I am well aware that even as we ponder the grace that has kept us thus far, we do not know what's around the corner. For this moment, however, these are the truths to which we bear witness.  They actually align pretty closely with our organization's core values: the big good-news picture, the foundational centrality of prayer reflecting unseen realities at work, embracing vulnerability, focusing on loving people. 
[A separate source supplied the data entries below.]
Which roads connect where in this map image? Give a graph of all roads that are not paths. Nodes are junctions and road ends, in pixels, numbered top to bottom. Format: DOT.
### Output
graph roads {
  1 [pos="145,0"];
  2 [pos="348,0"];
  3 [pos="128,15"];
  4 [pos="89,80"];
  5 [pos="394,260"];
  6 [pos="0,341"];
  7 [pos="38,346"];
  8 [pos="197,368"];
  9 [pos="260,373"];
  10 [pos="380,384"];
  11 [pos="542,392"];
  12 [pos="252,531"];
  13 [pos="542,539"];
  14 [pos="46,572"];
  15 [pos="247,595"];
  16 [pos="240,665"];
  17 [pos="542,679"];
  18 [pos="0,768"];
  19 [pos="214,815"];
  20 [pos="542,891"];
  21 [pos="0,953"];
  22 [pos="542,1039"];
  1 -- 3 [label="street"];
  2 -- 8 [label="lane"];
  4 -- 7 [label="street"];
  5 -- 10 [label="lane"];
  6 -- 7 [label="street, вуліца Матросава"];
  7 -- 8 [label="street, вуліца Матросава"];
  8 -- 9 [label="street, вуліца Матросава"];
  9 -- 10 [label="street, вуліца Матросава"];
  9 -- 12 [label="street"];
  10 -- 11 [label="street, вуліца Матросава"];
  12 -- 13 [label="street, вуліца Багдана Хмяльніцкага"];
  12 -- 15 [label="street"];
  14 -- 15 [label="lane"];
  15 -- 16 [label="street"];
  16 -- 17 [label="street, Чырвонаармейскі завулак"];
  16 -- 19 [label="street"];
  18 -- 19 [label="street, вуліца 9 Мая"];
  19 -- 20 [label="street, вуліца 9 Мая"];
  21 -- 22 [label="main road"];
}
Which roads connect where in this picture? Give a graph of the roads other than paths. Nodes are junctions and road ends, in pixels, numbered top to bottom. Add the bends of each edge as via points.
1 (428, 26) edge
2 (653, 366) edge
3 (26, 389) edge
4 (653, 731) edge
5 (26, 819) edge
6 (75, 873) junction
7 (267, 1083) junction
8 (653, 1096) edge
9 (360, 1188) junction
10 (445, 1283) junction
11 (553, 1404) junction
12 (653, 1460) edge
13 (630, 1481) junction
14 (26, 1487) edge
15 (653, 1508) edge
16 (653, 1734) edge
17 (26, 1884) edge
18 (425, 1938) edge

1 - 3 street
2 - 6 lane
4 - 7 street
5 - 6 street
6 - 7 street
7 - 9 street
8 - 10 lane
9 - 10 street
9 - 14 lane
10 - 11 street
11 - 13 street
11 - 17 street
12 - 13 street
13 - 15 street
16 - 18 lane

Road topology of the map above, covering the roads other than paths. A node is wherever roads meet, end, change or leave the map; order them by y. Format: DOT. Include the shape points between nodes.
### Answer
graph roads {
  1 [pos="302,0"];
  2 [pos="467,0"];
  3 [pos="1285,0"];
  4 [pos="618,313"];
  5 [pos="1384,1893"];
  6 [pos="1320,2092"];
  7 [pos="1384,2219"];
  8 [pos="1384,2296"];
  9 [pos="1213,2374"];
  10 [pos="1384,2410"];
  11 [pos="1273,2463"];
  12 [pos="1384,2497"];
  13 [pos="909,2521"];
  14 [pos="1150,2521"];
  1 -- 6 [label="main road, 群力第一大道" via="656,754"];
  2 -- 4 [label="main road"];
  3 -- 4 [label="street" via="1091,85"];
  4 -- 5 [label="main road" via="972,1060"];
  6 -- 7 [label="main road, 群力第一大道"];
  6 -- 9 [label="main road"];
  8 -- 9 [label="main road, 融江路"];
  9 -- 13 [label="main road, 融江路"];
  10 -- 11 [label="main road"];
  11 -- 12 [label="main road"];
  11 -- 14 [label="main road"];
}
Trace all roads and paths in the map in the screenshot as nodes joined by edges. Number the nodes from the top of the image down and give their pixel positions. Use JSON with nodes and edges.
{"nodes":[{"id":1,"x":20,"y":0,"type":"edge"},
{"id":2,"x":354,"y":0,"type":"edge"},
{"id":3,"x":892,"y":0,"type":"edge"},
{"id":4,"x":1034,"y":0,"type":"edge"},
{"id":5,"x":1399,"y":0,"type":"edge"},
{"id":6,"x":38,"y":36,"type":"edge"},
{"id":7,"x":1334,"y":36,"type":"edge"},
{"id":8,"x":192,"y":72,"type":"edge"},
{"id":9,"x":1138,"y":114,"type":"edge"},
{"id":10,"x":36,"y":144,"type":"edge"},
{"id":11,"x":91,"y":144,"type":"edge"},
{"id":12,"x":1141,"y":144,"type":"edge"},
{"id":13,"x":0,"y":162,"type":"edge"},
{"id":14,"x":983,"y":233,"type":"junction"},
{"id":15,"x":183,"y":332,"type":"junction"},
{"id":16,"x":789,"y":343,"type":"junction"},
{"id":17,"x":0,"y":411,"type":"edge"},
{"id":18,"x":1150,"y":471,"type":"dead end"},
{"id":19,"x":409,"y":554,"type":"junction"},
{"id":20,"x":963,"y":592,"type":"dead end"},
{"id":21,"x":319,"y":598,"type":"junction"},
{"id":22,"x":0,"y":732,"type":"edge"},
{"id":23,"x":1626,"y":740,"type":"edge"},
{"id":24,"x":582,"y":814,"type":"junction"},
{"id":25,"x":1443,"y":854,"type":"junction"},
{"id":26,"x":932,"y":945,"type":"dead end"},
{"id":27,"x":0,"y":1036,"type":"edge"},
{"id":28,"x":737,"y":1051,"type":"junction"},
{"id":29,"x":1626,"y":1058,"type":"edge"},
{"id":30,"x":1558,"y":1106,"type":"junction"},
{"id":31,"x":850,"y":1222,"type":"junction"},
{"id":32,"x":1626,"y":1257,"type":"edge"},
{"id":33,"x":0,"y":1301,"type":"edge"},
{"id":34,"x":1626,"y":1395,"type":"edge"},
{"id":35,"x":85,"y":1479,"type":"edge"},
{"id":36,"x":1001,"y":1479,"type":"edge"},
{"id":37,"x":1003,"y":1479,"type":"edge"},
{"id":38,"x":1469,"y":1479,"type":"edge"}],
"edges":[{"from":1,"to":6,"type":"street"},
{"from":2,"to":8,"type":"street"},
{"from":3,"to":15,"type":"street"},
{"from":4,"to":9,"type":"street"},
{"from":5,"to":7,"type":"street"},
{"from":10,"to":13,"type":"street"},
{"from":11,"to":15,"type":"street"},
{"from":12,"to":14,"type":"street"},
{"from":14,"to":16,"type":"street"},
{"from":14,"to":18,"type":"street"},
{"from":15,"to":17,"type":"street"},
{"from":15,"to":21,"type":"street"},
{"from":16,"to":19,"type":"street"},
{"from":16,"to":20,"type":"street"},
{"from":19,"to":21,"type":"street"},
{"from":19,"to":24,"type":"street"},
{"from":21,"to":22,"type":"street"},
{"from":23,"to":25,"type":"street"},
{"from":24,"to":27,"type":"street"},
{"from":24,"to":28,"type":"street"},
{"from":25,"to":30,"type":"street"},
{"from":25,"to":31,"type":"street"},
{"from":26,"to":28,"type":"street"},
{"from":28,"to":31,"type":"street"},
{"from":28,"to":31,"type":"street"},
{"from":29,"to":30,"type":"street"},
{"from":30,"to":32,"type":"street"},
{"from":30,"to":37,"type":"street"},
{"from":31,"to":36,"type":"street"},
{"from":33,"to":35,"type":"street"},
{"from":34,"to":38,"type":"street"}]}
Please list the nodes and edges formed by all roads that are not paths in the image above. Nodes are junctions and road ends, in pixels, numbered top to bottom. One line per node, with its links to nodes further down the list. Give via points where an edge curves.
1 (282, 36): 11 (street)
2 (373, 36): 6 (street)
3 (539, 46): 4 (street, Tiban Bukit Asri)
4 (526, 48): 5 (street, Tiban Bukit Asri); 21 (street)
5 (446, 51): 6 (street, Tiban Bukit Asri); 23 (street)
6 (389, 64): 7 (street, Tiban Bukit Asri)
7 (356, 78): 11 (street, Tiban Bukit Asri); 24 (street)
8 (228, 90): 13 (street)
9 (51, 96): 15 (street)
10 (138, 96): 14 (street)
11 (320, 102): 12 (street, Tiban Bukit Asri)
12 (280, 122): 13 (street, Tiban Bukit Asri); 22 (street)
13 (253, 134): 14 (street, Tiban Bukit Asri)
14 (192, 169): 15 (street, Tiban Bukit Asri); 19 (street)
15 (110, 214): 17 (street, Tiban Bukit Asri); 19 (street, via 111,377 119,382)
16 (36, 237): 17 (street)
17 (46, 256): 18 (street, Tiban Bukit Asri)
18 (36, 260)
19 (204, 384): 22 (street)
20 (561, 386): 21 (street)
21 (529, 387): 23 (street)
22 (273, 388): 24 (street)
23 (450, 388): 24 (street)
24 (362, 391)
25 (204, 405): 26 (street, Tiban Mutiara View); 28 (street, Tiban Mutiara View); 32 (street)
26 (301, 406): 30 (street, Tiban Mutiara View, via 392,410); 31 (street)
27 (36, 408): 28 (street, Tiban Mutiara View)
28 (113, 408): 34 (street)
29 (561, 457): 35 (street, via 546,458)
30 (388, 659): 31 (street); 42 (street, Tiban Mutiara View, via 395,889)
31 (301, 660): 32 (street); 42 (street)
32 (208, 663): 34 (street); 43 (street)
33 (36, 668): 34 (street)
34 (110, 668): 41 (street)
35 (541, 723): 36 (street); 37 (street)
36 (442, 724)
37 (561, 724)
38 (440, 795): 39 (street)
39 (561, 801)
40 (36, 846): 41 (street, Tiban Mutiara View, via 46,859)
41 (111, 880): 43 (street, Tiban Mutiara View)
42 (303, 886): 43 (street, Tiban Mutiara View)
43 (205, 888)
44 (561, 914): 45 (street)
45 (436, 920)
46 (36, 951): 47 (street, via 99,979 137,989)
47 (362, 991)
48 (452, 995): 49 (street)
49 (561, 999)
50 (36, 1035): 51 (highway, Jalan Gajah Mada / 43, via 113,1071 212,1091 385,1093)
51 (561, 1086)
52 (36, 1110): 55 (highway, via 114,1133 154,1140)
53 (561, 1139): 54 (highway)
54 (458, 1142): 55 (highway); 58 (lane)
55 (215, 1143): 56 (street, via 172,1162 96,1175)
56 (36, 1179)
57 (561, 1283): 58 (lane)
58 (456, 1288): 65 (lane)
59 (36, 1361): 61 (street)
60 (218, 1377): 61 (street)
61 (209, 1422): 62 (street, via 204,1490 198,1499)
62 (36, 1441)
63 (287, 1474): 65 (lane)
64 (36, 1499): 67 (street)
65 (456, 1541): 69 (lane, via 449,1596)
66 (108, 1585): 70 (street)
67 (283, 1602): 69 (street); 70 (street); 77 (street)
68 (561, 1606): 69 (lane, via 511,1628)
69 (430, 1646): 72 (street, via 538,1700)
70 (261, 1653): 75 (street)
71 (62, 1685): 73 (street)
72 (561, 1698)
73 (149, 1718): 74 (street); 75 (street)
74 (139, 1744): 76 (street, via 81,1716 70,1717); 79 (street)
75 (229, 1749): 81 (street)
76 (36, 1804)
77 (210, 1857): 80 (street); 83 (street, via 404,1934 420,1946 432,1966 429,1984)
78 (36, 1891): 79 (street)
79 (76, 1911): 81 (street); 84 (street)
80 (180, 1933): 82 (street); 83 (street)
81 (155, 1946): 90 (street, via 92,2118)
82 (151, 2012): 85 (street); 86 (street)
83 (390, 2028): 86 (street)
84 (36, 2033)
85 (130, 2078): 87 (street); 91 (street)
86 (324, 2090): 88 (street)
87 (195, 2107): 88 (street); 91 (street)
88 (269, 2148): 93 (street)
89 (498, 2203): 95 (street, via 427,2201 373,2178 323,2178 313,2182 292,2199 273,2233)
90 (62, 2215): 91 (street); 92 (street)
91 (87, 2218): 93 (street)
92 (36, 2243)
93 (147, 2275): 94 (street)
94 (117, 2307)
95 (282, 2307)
Tomorrow will probably bring a 30th death for the month.  It will probably bring some disappointment, some mistakes, something important we miss, some longing for those we love, some awareness of our weakness and temptation to hide or pretend.  But we pray for ourselves and those we supervise that tomorrow will also bring eyes wide open to the deeper realities, curiosity to investigate and delve deep, connection with others, and a few laughs. And a rhythm that paces us into the next 25.